[Start of Attachment]
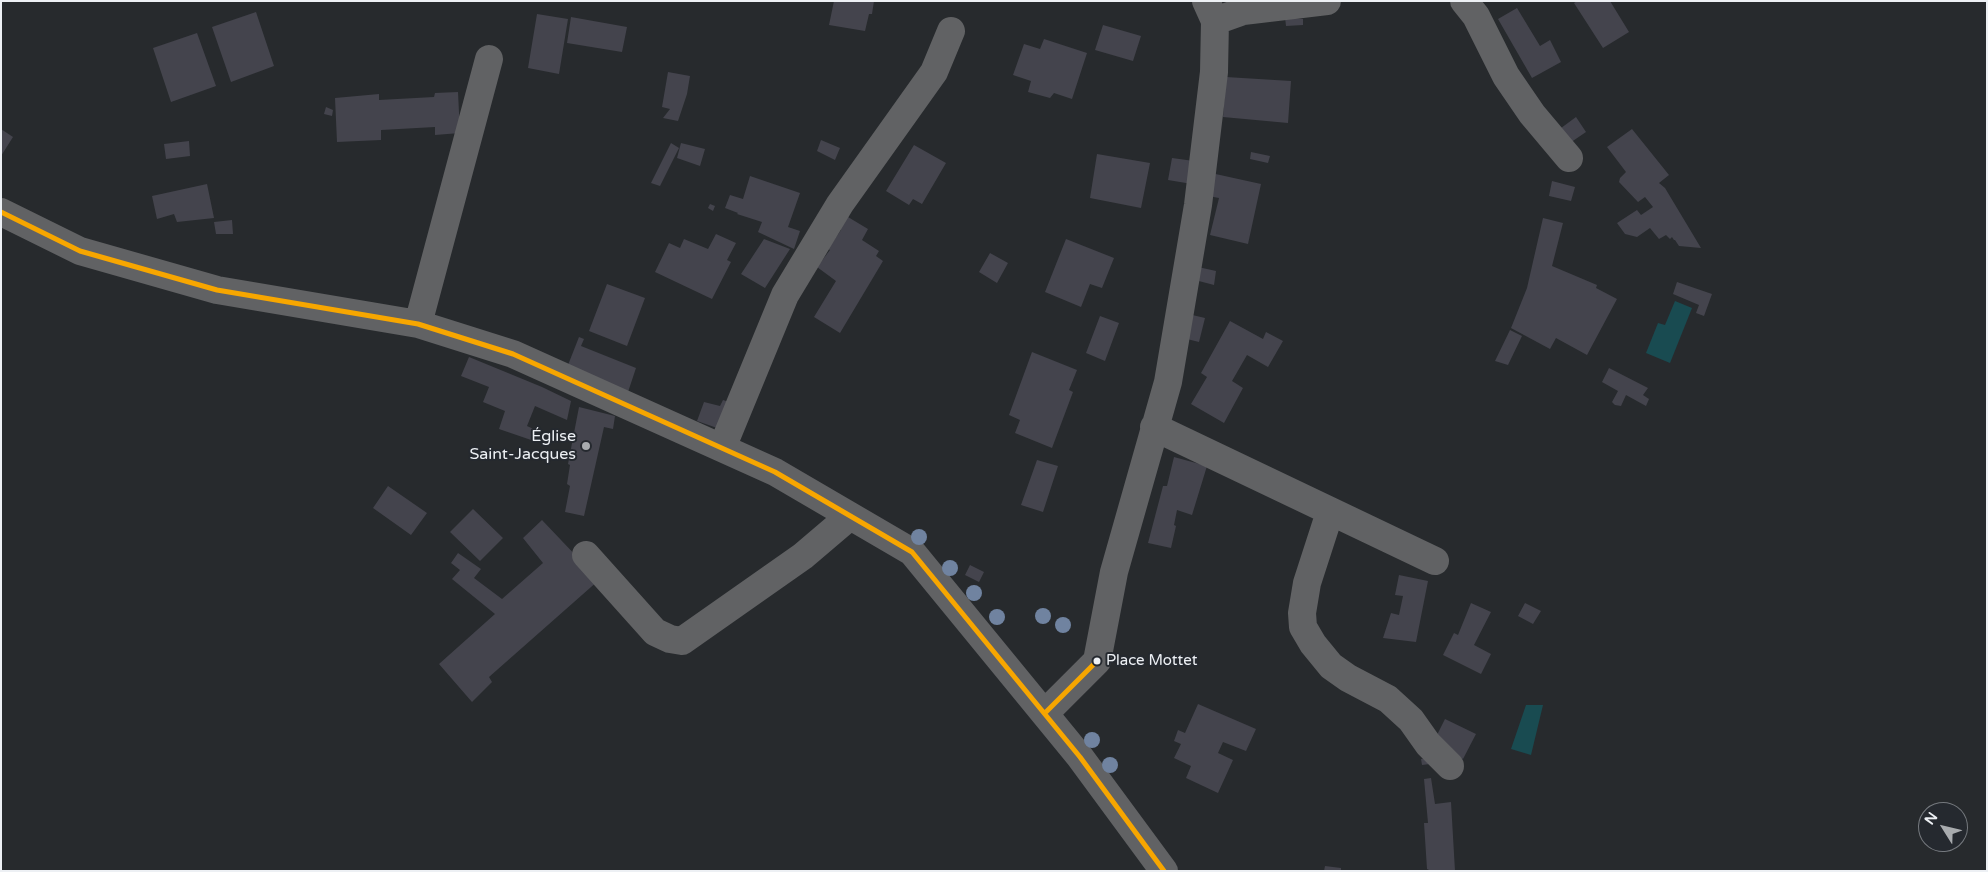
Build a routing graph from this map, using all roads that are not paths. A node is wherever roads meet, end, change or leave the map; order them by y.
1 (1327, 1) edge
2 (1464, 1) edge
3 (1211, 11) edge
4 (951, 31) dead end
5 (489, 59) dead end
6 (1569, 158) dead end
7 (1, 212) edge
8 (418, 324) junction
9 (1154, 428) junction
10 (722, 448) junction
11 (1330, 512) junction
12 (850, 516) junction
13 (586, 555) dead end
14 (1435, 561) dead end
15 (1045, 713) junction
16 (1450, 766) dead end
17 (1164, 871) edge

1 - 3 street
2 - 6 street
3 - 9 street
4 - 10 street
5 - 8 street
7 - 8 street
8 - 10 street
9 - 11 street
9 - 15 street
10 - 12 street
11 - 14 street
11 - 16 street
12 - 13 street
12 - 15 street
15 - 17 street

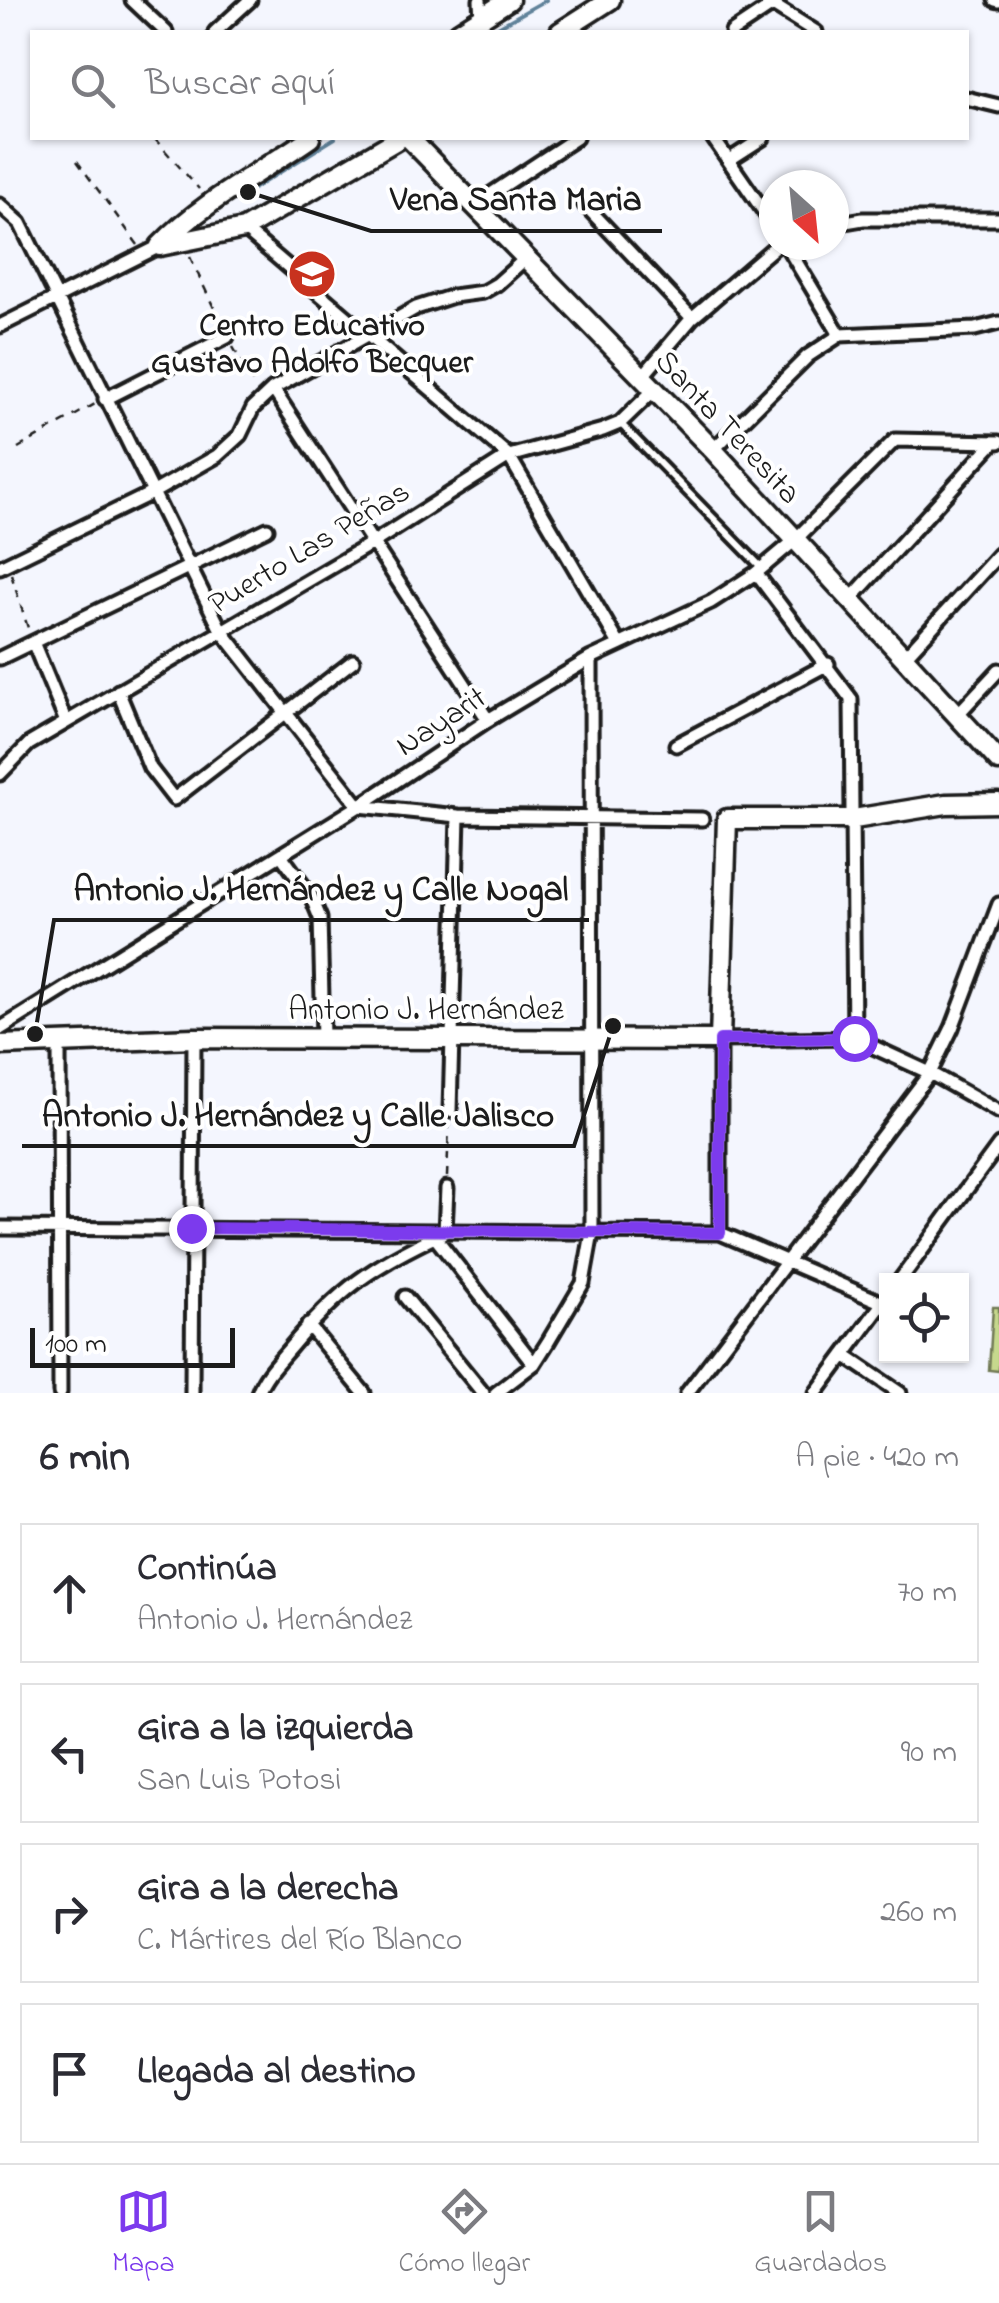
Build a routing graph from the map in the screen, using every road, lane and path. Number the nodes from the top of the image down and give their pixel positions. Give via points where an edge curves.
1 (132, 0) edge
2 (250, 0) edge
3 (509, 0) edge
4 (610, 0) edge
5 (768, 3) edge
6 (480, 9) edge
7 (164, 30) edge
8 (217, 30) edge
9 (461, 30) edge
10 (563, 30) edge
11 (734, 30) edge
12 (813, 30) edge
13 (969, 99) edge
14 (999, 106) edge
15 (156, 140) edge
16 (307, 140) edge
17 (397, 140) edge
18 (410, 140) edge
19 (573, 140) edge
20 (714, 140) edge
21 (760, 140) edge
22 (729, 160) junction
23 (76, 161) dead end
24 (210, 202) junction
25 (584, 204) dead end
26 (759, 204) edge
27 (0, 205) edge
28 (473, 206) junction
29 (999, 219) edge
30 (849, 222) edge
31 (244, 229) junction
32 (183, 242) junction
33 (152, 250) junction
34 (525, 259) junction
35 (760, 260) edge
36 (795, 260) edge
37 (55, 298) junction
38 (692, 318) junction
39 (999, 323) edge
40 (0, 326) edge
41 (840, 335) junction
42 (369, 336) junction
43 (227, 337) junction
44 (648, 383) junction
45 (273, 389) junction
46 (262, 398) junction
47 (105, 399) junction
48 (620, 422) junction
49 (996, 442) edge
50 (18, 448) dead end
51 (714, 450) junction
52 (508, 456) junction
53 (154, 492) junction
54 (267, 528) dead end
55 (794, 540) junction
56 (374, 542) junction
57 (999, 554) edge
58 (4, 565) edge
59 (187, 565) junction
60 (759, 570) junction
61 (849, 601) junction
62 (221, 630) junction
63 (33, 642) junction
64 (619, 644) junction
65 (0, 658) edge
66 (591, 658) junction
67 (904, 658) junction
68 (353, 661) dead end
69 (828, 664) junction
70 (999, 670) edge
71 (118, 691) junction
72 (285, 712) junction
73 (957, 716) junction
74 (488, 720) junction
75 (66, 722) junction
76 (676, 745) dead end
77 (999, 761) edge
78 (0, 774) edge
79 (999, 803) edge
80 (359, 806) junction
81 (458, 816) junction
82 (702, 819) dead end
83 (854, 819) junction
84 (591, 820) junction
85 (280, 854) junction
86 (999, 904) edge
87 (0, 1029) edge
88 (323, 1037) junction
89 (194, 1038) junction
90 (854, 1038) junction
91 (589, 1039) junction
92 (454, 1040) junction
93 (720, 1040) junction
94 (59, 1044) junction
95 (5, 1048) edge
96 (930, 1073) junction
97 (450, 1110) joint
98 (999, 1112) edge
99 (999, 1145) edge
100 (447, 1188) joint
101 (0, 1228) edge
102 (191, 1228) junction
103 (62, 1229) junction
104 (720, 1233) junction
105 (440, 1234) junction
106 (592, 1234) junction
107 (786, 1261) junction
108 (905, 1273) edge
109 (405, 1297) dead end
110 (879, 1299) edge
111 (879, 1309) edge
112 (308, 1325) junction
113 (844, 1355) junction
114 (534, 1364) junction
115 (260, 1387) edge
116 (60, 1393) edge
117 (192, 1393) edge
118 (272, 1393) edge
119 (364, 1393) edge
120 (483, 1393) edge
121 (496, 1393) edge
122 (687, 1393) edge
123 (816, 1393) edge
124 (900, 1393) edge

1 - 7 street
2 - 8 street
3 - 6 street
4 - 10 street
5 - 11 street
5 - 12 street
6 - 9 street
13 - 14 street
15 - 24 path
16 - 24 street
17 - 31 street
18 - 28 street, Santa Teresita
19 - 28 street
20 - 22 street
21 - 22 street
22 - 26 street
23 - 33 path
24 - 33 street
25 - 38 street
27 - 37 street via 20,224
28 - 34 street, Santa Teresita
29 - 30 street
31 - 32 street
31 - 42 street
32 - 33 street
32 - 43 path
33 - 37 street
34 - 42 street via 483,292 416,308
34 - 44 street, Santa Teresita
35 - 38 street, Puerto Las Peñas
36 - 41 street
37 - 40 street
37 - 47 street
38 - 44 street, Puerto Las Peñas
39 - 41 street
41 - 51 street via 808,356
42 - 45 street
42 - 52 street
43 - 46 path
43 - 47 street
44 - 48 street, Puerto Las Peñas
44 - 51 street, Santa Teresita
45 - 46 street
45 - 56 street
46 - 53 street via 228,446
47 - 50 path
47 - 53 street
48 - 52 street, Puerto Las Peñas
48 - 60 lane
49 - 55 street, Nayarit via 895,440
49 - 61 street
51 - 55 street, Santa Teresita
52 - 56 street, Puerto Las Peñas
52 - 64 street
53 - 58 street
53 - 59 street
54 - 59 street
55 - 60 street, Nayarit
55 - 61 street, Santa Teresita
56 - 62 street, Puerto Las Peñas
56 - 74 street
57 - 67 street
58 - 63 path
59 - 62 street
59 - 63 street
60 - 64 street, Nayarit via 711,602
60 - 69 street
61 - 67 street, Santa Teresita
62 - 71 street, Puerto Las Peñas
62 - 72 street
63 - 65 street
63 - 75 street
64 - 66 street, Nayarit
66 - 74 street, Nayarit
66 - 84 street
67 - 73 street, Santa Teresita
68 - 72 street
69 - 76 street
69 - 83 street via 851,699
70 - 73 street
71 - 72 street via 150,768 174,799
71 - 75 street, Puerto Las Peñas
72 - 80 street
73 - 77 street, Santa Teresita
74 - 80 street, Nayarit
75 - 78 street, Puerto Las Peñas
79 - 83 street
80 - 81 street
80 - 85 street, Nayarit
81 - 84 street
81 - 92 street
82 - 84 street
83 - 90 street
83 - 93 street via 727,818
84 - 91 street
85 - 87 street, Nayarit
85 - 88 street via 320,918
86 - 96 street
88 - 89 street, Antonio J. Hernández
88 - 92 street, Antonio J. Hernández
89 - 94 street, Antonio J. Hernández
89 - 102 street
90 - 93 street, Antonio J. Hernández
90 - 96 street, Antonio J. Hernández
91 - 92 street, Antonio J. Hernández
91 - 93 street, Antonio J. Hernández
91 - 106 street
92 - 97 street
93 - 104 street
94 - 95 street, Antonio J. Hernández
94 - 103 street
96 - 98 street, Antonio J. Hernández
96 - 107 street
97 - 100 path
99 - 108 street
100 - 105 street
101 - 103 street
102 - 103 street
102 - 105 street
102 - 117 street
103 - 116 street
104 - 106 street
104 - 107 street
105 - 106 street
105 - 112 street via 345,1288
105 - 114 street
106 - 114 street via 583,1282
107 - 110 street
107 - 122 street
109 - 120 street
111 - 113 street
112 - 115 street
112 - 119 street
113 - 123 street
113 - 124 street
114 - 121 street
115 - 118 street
[End of Attachment]
* **TASK REQUIREMENTS**
Repeat the listing word for word, and skip every picture it contains.

* **EXERCISE RESULT**
Build a routing graph from this map, using all roads that are not paths. A node is wherever roads meet, end, change or leave the map; order them by y.
1 (1327, 1) edge
2 (1464, 1) edge
3 (1211, 11) edge
4 (951, 31) dead end
5 (489, 59) dead end
6 (1569, 158) dead end
7 (1, 212) edge
8 (418, 324) junction
9 (1154, 428) junction
10 (722, 448) junction
11 (1330, 512) junction
12 (850, 516) junction
13 (586, 555) dead end
14 (1435, 561) dead end
15 (1045, 713) junction
16 (1450, 766) dead end
17 (1164, 871) edge

1 - 3 street
2 - 6 street
3 - 9 street
4 - 10 street
5 - 8 street
7 - 8 street
8 - 10 street
9 - 11 street
9 - 15 street
10 - 12 street
11 - 14 street
11 - 16 street
12 - 13 street
12 - 15 street
15 - 17 street

Build a routing graph from the map in the screen, using every road, lane and path. Number the nodes from the top of the image down and give their pixel positions. Give via points where an edge curves.
1 (132, 0) edge
2 (250, 0) edge
3 (509, 0) edge
4 (610, 0) edge
5 (768, 3) edge
6 (480, 9) edge
7 (164, 30) edge
8 (217, 30) edge
9 (461, 30) edge
10 (563, 30) edge
11 (734, 30) edge
12 (813, 30) edge
13 (969, 99) edge
14 (999, 106) edge
15 (156, 140) edge
16 (307, 140) edge
17 (397, 140) edge
18 (410, 140) edge
19 (573, 140) edge
20 (714, 140) edge
21 (760, 140) edge
22 (729, 160) junction
23 (76, 161) dead end
24 (210, 202) junction
25 (584, 204) dead end
26 (759, 204) edge
27 (0, 205) edge
28 (473, 206) junction
29 (999, 219) edge
30 (849, 222) edge
31 (244, 229) junction
32 (183, 242) junction
33 (152, 250) junction
34 (525, 259) junction
35 (760, 260) edge
36 (795, 260) edge
37 (55, 298) junction
38 (692, 318) junction
39 (999, 323) edge
40 (0, 326) edge
41 (840, 335) junction
42 (369, 336) junction
43 (227, 337) junction
44 (648, 383) junction
45 (273, 389) junction
46 (262, 398) junction
47 (105, 399) junction
48 (620, 422) junction
49 (996, 442) edge
50 (18, 448) dead end
51 (714, 450) junction
52 (508, 456) junction
53 (154, 492) junction
54 (267, 528) dead end
55 (794, 540) junction
56 (374, 542) junction
57 (999, 554) edge
58 (4, 565) edge
59 (187, 565) junction
60 (759, 570) junction
61 (849, 601) junction
62 (221, 630) junction
63 (33, 642) junction
64 (619, 644) junction
65 (0, 658) edge
66 (591, 658) junction
67 (904, 658) junction
68 (353, 661) dead end
69 (828, 664) junction
70 (999, 670) edge
71 (118, 691) junction
72 (285, 712) junction
73 (957, 716) junction
74 (488, 720) junction
75 (66, 722) junction
76 (676, 745) dead end
77 (999, 761) edge
78 (0, 774) edge
79 (999, 803) edge
80 (359, 806) junction
81 (458, 816) junction
82 (702, 819) dead end
83 (854, 819) junction
84 (591, 820) junction
85 (280, 854) junction
86 (999, 904) edge
87 (0, 1029) edge
88 (323, 1037) junction
89 (194, 1038) junction
90 (854, 1038) junction
91 (589, 1039) junction
92 (454, 1040) junction
93 (720, 1040) junction
94 (59, 1044) junction
95 (5, 1048) edge
96 (930, 1073) junction
97 (450, 1110) joint
98 (999, 1112) edge
99 (999, 1145) edge
100 (447, 1188) joint
101 (0, 1228) edge
102 (191, 1228) junction
103 (62, 1229) junction
104 (720, 1233) junction
105 (440, 1234) junction
106 (592, 1234) junction
107 (786, 1261) junction
108 (905, 1273) edge
109 (405, 1297) dead end
110 (879, 1299) edge
111 (879, 1309) edge
112 (308, 1325) junction
113 (844, 1355) junction
114 (534, 1364) junction
115 (260, 1387) edge
116 (60, 1393) edge
117 (192, 1393) edge
118 (272, 1393) edge
119 (364, 1393) edge
120 (483, 1393) edge
121 (496, 1393) edge
122 (687, 1393) edge
123 (816, 1393) edge
124 (900, 1393) edge

1 - 7 street
2 - 8 street
3 - 6 street
4 - 10 street
5 - 11 street
5 - 12 street
6 - 9 street
13 - 14 street
15 - 24 path
16 - 24 street
17 - 31 street
18 - 28 street, Santa Teresita
19 - 28 street
20 - 22 street
21 - 22 street
22 - 26 street
23 - 33 path
24 - 33 street
25 - 38 street
27 - 37 street via 20,224
28 - 34 street, Santa Teresita
29 - 30 street
31 - 32 street
31 - 42 street
32 - 33 street
32 - 43 path
33 - 37 street
34 - 42 street via 483,292 416,308
34 - 44 street, Santa Teresita
35 - 38 street, Puerto Las Peñas
36 - 41 street
37 - 40 street
37 - 47 street
38 - 44 street, Puerto Las Peñas
39 - 41 street
41 - 51 street via 808,356
42 - 45 street
42 - 52 street
43 - 46 path
43 - 47 street
44 - 48 street, Puerto Las Peñas
44 - 51 street, Santa Teresita
45 - 46 street
45 - 56 street
46 - 53 street via 228,446
47 - 50 path
47 - 53 street
48 - 52 street, Puerto Las Peñas
48 - 60 lane
49 - 55 street, Nayarit via 895,440
49 - 61 street
51 - 55 street, Santa Teresita
52 - 56 street, Puerto Las Peñas
52 - 64 street
53 - 58 street
53 - 59 street
54 - 59 street
55 - 60 street, Nayarit
55 - 61 street, Santa Teresita
56 - 62 street, Puerto Las Peñas
56 - 74 street
57 - 67 street
58 - 63 path
59 - 62 street
59 - 63 street
60 - 64 street, Nayarit via 711,602
60 - 69 street
61 - 67 street, Santa Teresita
62 - 71 street, Puerto Las Peñas
62 - 72 street
63 - 65 street
63 - 75 street
64 - 66 street, Nayarit
66 - 74 street, Nayarit
66 - 84 street
67 - 73 street, Santa Teresita
68 - 72 street
69 - 76 street
69 - 83 street via 851,699
70 - 73 street
71 - 72 street via 150,768 174,799
71 - 75 street, Puerto Las Peñas
72 - 80 street
73 - 77 street, Santa Teresita
74 - 80 street, Nayarit
75 - 78 street, Puerto Las Peñas
79 - 83 street
80 - 81 street
80 - 85 street, Nayarit
81 - 84 street
81 - 92 street
82 - 84 street
83 - 90 street
83 - 93 street via 727,818
84 - 91 street
85 - 87 street, Nayarit
85 - 88 street via 320,918
86 - 96 street
88 - 89 street, Antonio J. Hernández
88 - 92 street, Antonio J. Hernández
89 - 94 street, Antonio J. Hernández
89 - 102 street
90 - 93 street, Antonio J. Hernández
90 - 96 street, Antonio J. Hernández
91 - 92 street, Antonio J. Hernández
91 - 93 street, Antonio J. Hernández
91 - 106 street
92 - 97 street
93 - 104 street
94 - 95 street, Antonio J. Hernández
94 - 103 street
96 - 98 street, Antonio J. Hernández
96 - 107 street
97 - 100 path
99 - 108 street
100 - 105 street
101 - 103 street
102 - 103 street
102 - 105 street
102 - 117 street
103 - 116 street
104 - 106 street
104 - 107 street
105 - 106 street
105 - 112 street via 345,1288
105 - 114 street
106 - 114 street via 583,1282
107 - 110 street
107 - 122 street
109 - 120 street
111 - 113 street
112 - 115 street
112 - 119 street
113 - 123 street
113 - 124 street
114 - 121 street
115 - 118 street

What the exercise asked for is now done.